=== Data provided ===

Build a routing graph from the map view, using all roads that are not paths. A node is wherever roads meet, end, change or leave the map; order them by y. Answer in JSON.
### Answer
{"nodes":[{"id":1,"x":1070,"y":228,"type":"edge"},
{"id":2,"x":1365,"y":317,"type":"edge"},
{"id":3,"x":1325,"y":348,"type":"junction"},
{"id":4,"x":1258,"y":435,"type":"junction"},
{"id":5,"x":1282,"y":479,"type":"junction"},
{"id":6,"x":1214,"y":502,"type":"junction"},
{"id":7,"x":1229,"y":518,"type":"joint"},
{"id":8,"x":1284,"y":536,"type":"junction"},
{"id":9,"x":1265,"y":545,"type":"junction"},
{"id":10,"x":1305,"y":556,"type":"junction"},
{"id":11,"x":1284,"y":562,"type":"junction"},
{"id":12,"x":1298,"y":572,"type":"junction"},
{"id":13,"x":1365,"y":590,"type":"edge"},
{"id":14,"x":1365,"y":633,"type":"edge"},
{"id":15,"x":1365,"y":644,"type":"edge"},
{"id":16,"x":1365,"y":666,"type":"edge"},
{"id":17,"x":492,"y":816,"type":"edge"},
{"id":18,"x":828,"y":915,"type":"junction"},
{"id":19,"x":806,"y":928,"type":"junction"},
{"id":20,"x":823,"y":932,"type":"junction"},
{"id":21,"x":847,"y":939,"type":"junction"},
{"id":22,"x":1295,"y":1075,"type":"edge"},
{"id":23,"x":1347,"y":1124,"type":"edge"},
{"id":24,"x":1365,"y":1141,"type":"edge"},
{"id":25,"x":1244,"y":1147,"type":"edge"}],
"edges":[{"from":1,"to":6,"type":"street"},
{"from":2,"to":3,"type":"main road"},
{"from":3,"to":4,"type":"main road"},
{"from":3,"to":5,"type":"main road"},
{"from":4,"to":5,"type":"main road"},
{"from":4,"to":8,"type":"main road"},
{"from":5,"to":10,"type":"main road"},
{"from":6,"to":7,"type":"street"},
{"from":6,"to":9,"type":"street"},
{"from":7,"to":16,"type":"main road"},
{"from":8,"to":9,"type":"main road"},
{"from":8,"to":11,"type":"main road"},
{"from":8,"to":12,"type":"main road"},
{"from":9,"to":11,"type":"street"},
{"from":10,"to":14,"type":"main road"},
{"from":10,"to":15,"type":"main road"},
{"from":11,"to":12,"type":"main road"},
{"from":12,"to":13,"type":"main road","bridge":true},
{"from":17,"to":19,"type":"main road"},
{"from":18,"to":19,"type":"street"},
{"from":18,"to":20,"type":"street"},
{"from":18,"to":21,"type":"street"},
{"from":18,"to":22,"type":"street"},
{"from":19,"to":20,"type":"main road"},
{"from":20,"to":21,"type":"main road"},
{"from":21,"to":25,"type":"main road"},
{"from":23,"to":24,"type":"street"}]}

===

Required action -> Filter the records for the word "street" and show every line that has it.

Written answer ->
"edges":[{"from":1,"to":6,"type":"street"},
{"from":6,"to":7,"type":"street"},
{"from":6,"to":9,"type":"street"},
{"from":9,"to":11,"type":"street"},
{"from":18,"to":19,"type":"street"},
{"from":18,"to":20,"type":"street"},
{"from":18,"to":21,"type":"street"},
{"from":18,"to":22,"type":"street"},
{"from":23,"to":24,"type":"street"}]}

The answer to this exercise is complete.